Action item
Make an exact copy of the lines from the one containing "index mcp: (206, 160)" to the end of the records below, and leave out everything else.

Dataset entries

⟨

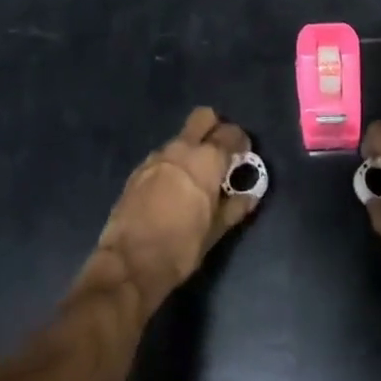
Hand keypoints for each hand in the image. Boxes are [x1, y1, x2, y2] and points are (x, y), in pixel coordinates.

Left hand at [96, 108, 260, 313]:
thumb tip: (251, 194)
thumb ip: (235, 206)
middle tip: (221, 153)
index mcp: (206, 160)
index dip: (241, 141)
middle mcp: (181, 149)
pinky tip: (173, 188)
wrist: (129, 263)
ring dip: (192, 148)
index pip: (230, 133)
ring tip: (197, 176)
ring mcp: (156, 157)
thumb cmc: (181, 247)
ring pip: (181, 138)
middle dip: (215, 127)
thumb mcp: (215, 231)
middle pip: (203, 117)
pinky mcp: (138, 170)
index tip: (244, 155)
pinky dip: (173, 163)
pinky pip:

⟩

Answer below
index mcp: (206, 160)
index dip: (241, 141)
middle mcp: (181, 149)
pinky tip: (173, 188)
wrist: (129, 263)
ring dip: (192, 148)
index pip: (230, 133)
ring tip: (197, 176)
ring mcp: (156, 157)
thumb cmc: (181, 247)
ring pip: (181, 138)
middle dip: (215, 127)
thumb mcp: (215, 231)
middle pip: (203, 117)
pinky mcp: (138, 170)
index tip: (244, 155)
pinky dip: (173, 163)
pinky pip:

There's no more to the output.